- _Your assignment_
Check each line of the entries. Copy the ones that contain the string "יצחק".

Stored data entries
- - - - -

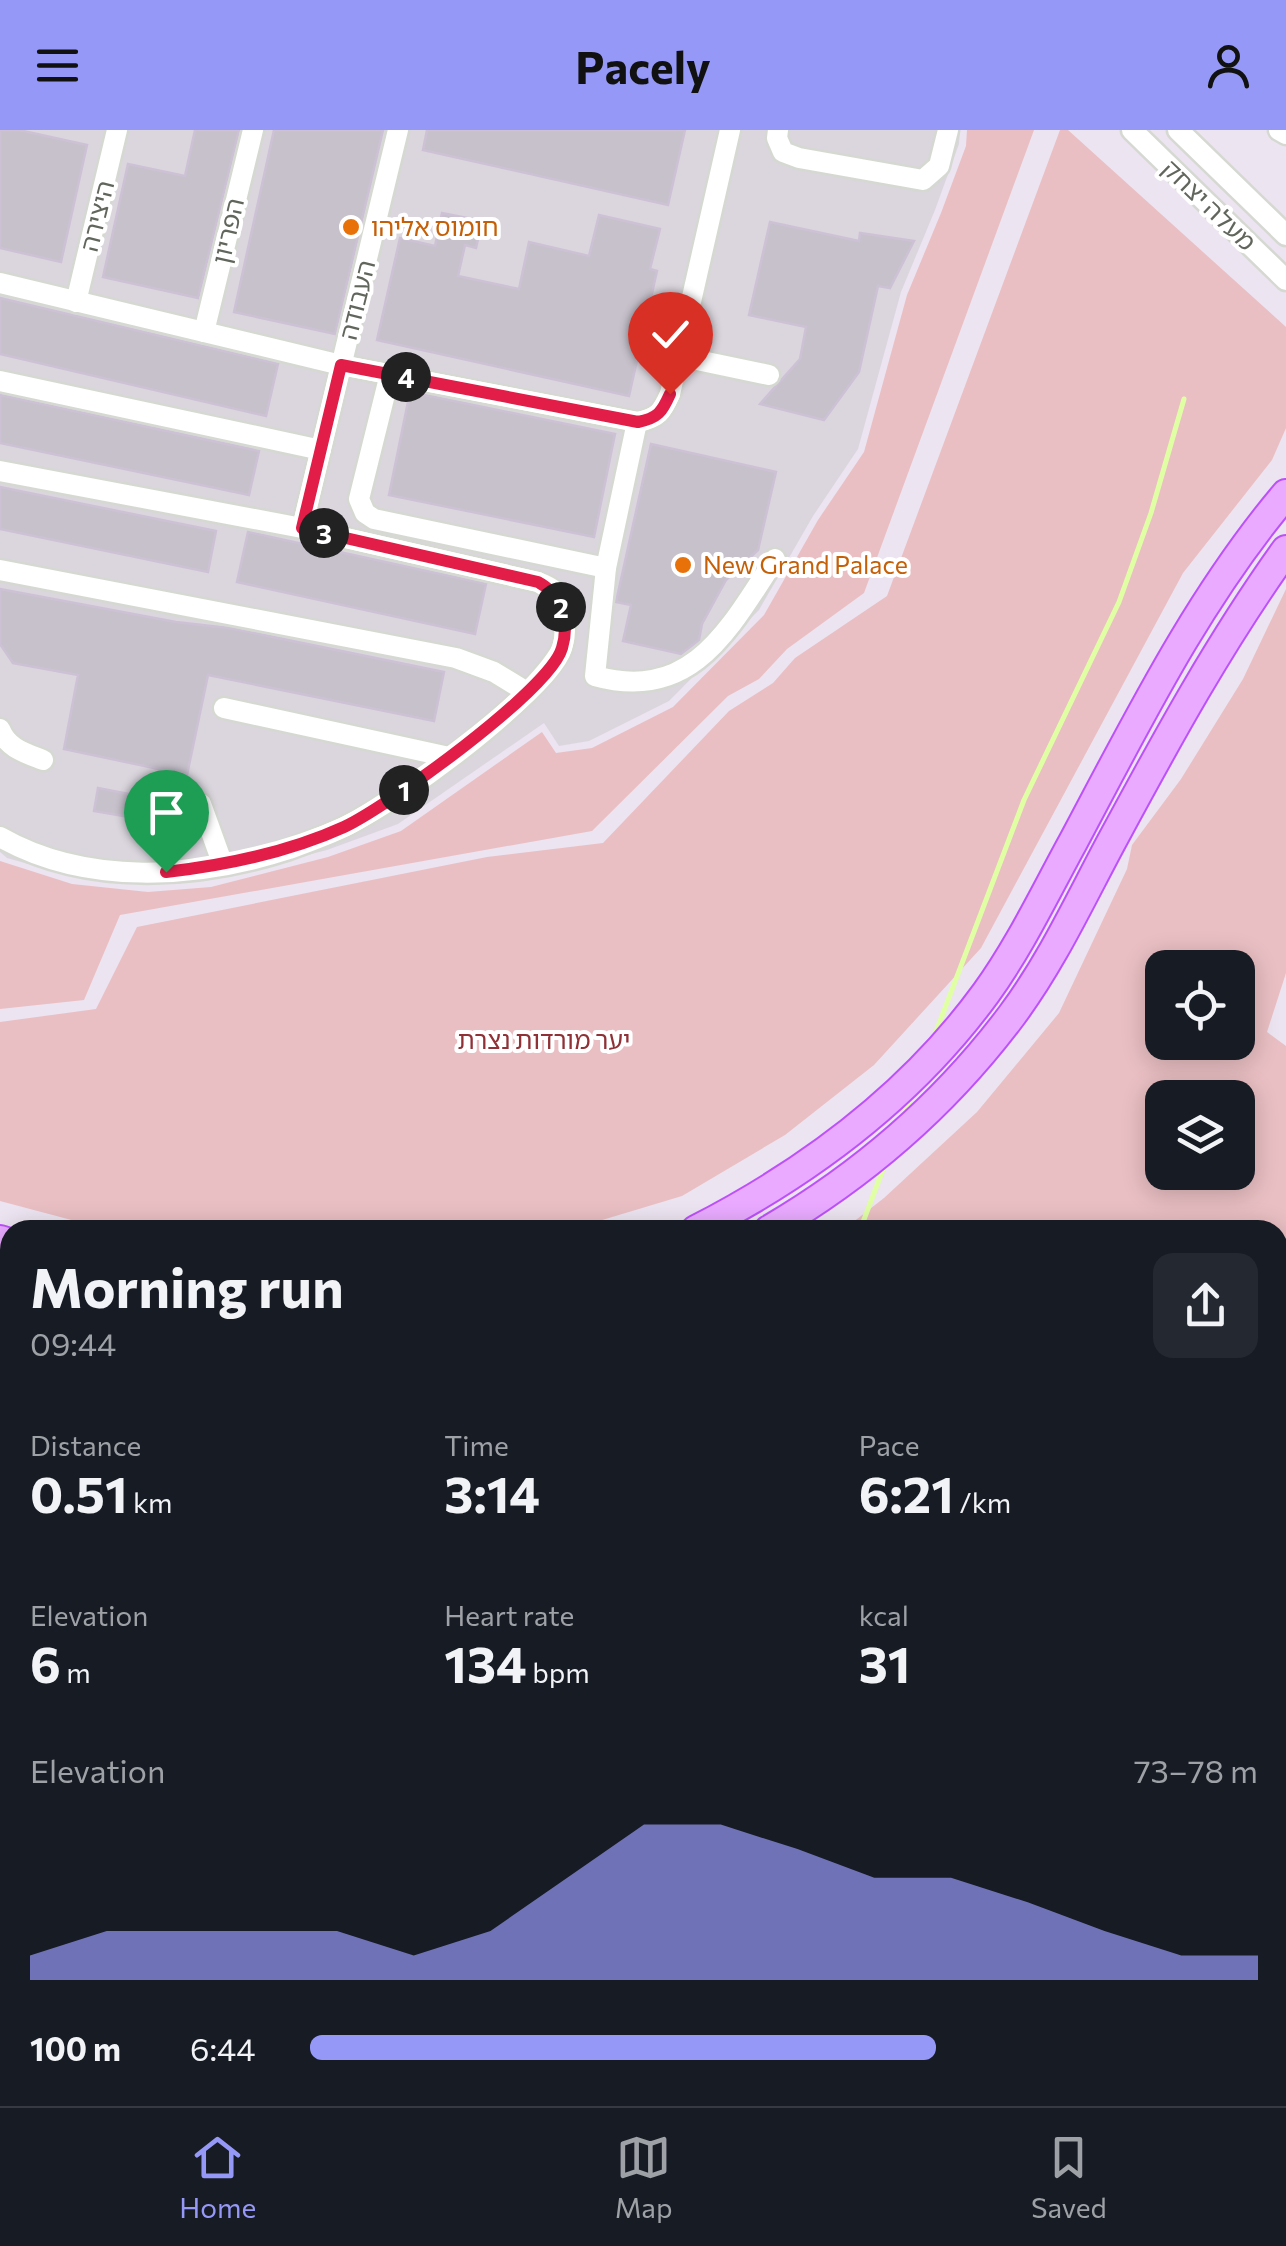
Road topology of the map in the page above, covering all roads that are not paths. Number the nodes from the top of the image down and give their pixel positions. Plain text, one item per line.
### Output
1 (118, 130) edge
2 (252, 130) edge
3 (398, 130) edge
4 (730, 130) edge
5 (778, 130) edge
6 (948, 130) edge
7 (1132, 130) edge
8 (1178, 130) edge
9 (1279, 130) edge
10 (1286, 134) edge
11 (1286, 235) edge
12 (1286, 280) edge
13 (0, 283) edge
14 (76, 302) junction
15 (204, 332) junction
16 (678, 356) junction
17 (341, 365) junction
18 (390, 374) junction
19 (769, 375) dead end
20 (0, 381) edge
21 (638, 422) junction
22 (321, 450) junction
23 (0, 471) edge
24 (1286, 494) edge
25 (302, 528) junction
26 (1286, 550) edge
27 (775, 559) dead end
28 (606, 568) junction
29 (0, 570) edge
30 (527, 692) junction
31 (224, 708) dead end
32 (0, 729) edge
33 (448, 757) junction
34 (43, 760) dead end
35 (153, 803) dead end
36 (0, 837) edge
37 (223, 864) junction
38 (714, 1220) edge
39 (785, 1220) edge

1 - 14 street, היצירה
2 - 15 street, הפריון
3 - 17 street, העבודה
4 - 16 street
5 - 6 street
7 - 12 street, מעלה יצחק
8 - 11 street, מעלה יצחק
9 - 10 street
13 - 14 street
14 - 15 street
15 - 17 street
16 - 19 street
16 - 21 street
17 - 18 street
17 - 22 street, העבודה
18 - 21 street
18 - 28 street
20 - 22 street
21 - 28 street
22 - 25 street, העבודה
23 - 25 street
24 - 38 main road
25 - 30 street
26 - 39 main road
27 - 28 street
29 - 30 street
30 - 33 street
31 - 33 street
32 - 34 street
33 - 37 street
35 - 37 street
36 - 37 street

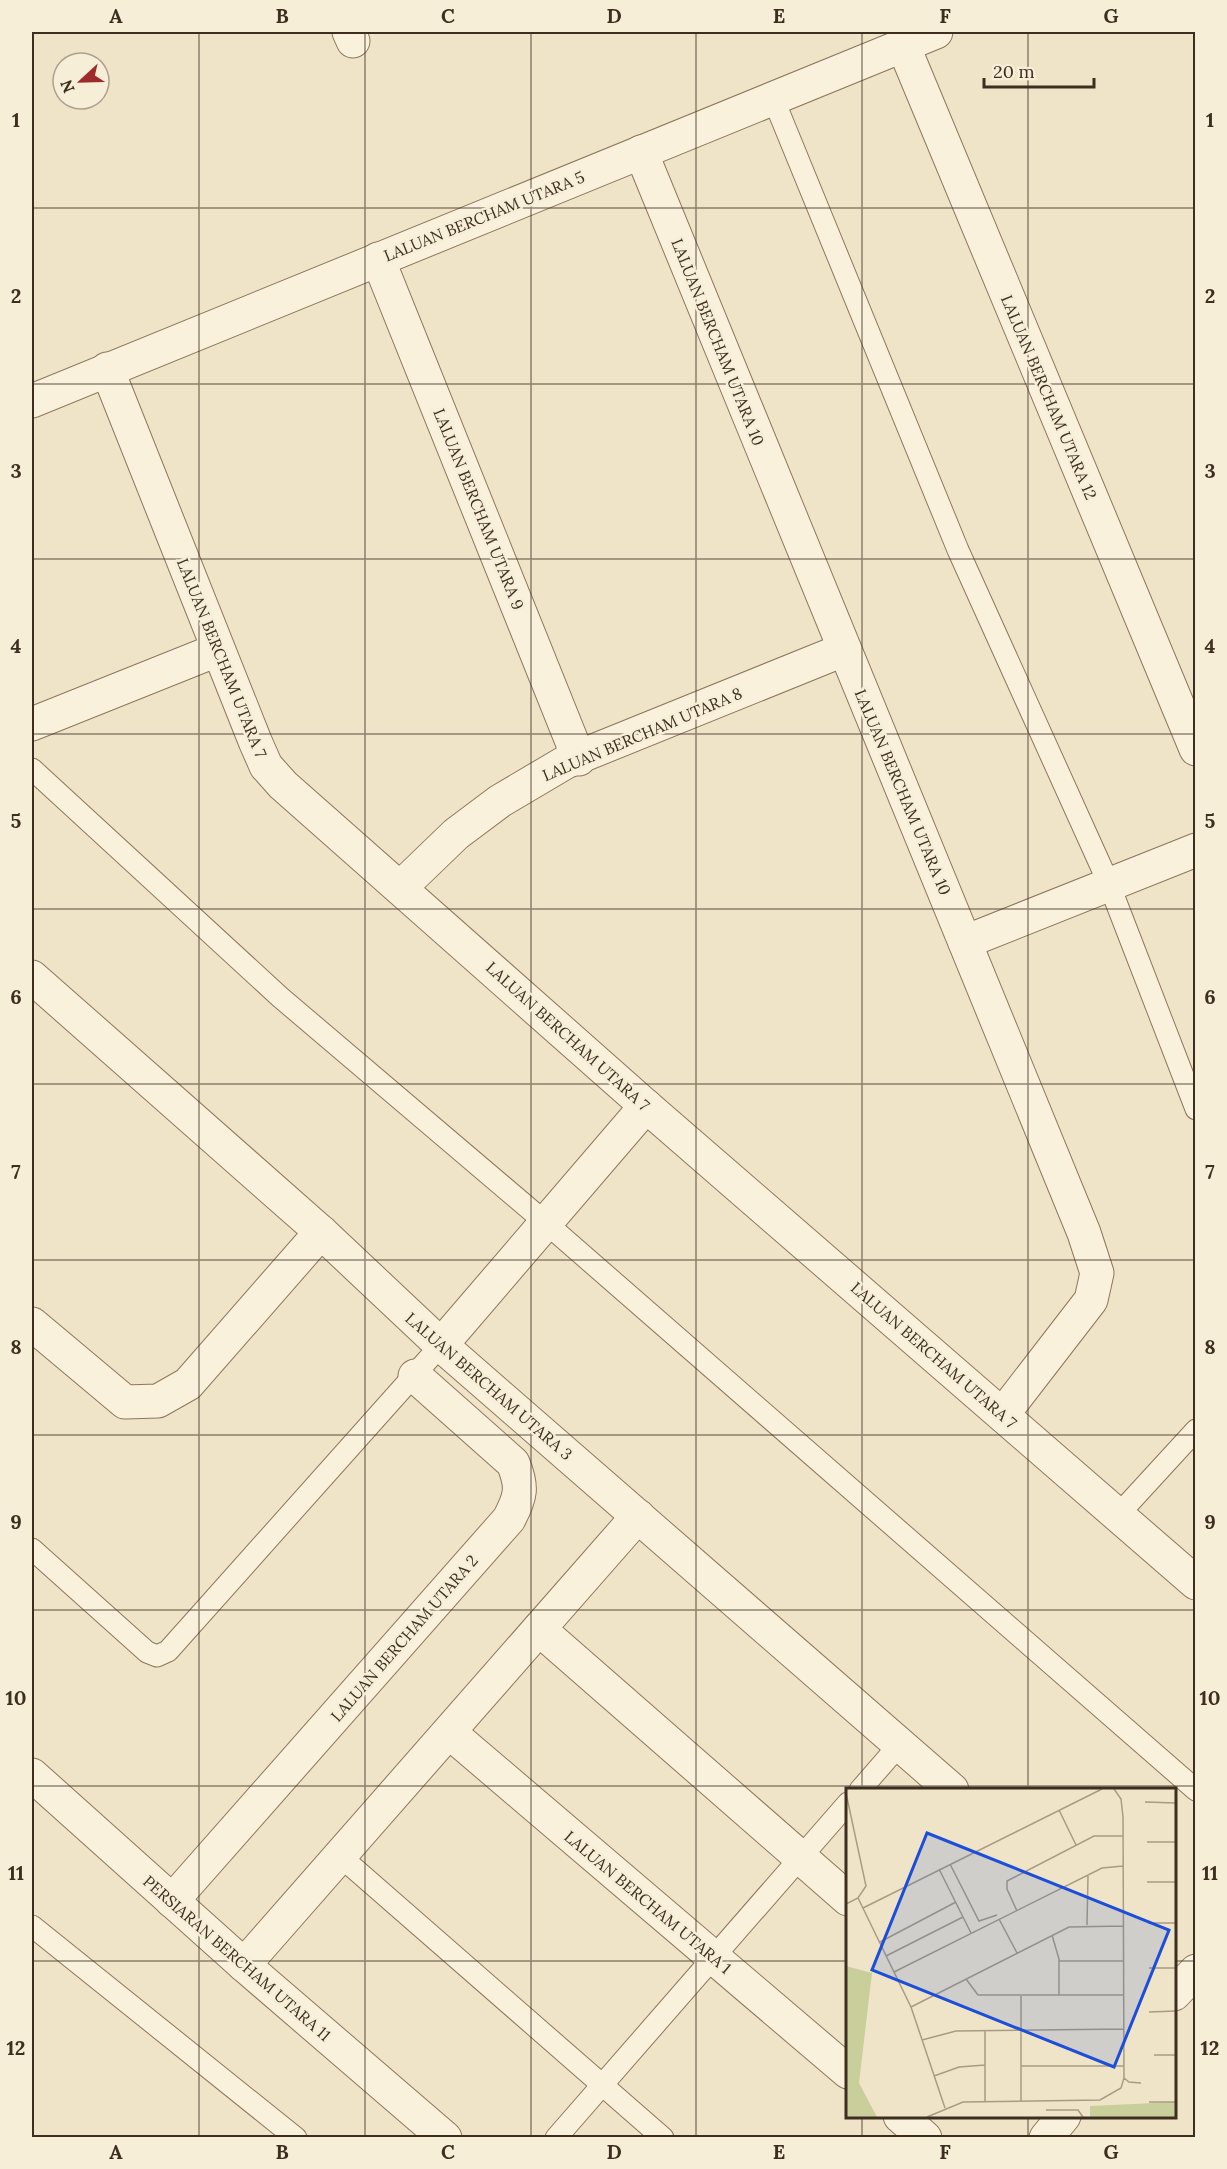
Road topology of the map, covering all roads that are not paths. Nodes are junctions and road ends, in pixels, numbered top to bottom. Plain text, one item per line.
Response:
1 (936, 32) edge
2 (903, 45) junction
3 (773, 98) junction
4 (641, 152) junction
5 (378, 259) junction
6 (107, 369) junction
7 (32, 401) edge
8 (217, 650) junction
9 (843, 650) junction
10 (32, 724) edge
11 (1196, 749) edge
12 (579, 759) junction
13 (32, 769) edge
14 (1196, 850) edge
15 (1109, 884) junction
16 (400, 888) junction
17 (965, 942) junction
18 (32, 977) edge
19 (646, 1106) junction
20 (1196, 1109) edge
21 (546, 1223) junction
22 (321, 1232) junction
23 (32, 1324) edge
24 (441, 1345) junction
25 (415, 1376) junction
26 (1003, 1414) junction
27 (1196, 1430) edge
28 (1118, 1515) junction
29 (638, 1516) junction
30 (32, 1549) edge
31 (1196, 1583) edge
32 (540, 1629) junction
33 (448, 1732) junction
34 (900, 1744) junction
35 (32, 1775) edge
36 (862, 1788) edge
37 (950, 1788) edge
38 (1196, 1790) edge
39 (846, 1805) edge
40 (340, 1856) junction
41 (800, 1858) junction
42 (846, 1897) edge
43 (172, 1901) junction
44 (32, 1926) edge
45 (714, 1958) junction
46 (244, 1965) junction
47 (846, 2070) edge
48 (604, 2084) junction
49 (902, 2118) edge
50 (1063, 2118) edge
51 (296, 2138) edge
52 (445, 2138) edge
53 (556, 2138) edge
54 (663, 2138) edge
55 (925, 2138) edge
56 (1046, 2138) edge

1 - 2 street, LALUAN BERCHAM UTARA 5
2 - 3 street, LALUAN BERCHAM UTARA 5
2 - 11 street, LALUAN BERCHAM UTARA 12
3 - 4 street, LALUAN BERCHAM UTARA 5
3 - 15 lane
4 - 5 street, LALUAN BERCHAM UTARA 5
4 - 9 street, LALUAN BERCHAM UTARA 10
5 - 6 street, LALUAN BERCHAM UTARA 5
5 - 12 street, LALUAN BERCHAM UTARA 9
6 - 7 street, LALUAN BERCHAM UTARA 5
6 - 8 street, LALUAN BERCHAM UTARA 7
8 - 10 street
8 - 16 street, LALUAN BERCHAM UTARA 7
9 - 12 street, LALUAN BERCHAM UTARA 8
9 - 17 street, LALUAN BERCHAM UTARA 10
12 - 16 street, LALUAN BERCHAM UTARA 8
13 - 21 lane
14 - 15 street
15 - 17 street
15 - 20 lane
16 - 19 street, LALUAN BERCHAM UTARA 7
17 - 26 street, LALUAN BERCHAM UTARA 10
18 - 22 street, LALUAN BERCHAM UTARA 3
19 - 21 street
19 - 26 street, LALUAN BERCHAM UTARA 7
21 - 24 street
21 - 38 lane
22 - 23 street
22 - 24 street, LALUAN BERCHAM UTARA 3
24 - 25 lane
24 - 29 street, LALUAN BERCHAM UTARA 3
25 - 30 lane
25 - 43 street, LALUAN BERCHAM UTARA 2
26 - 28 street, LALUAN BERCHAM UTARA 7
27 - 28 lane
28 - 31 street, LALUAN BERCHAM UTARA 7
29 - 32 street
29 - 34 street, LALUAN BERCHAM UTARA 3
32 - 33 street
32 - 41 street
33 - 40 street
33 - 45 street, LALUAN BERCHAM UTARA 1
34 - 36 lane
34 - 37 street, LALUAN BERCHAM UTARA 3
35 - 43 street, PERSIARAN BERCHAM UTARA 11
39 - 41 lane
40 - 46 street
40 - 48 lane
41 - 42 street
41 - 45 lane
43 - 46 street, PERSIARAN BERCHAM UTARA 11
44 - 51 lane
45 - 47 street, LALUAN BERCHAM UTARA 1
45 - 48 lane
46 - 52 street, PERSIARAN BERCHAM UTARA 11
48 - 53 lane
48 - 54 lane
49 - 55 street
50 - 56 street

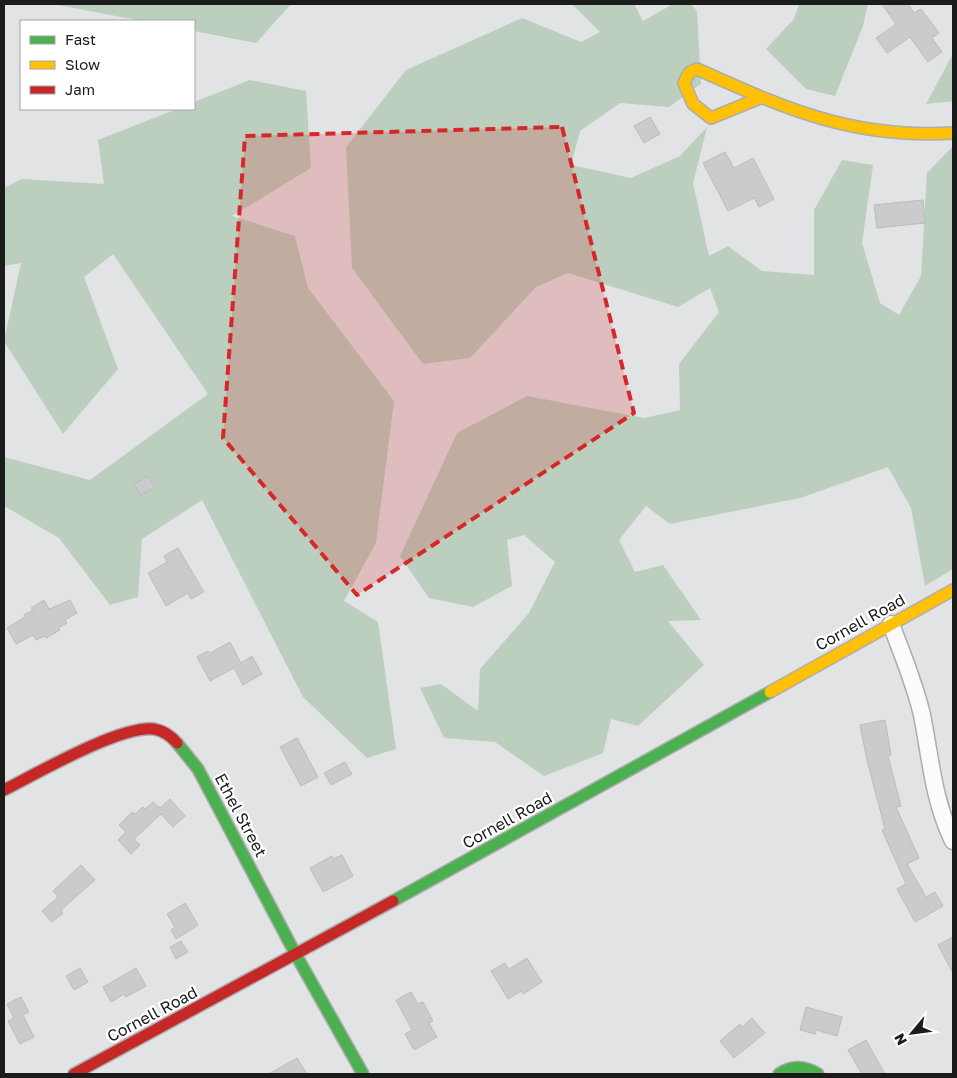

- - - - -

- _Written response_
7 - 12 street, מעלה יצחק
8 - 11 street, מעלה יצחק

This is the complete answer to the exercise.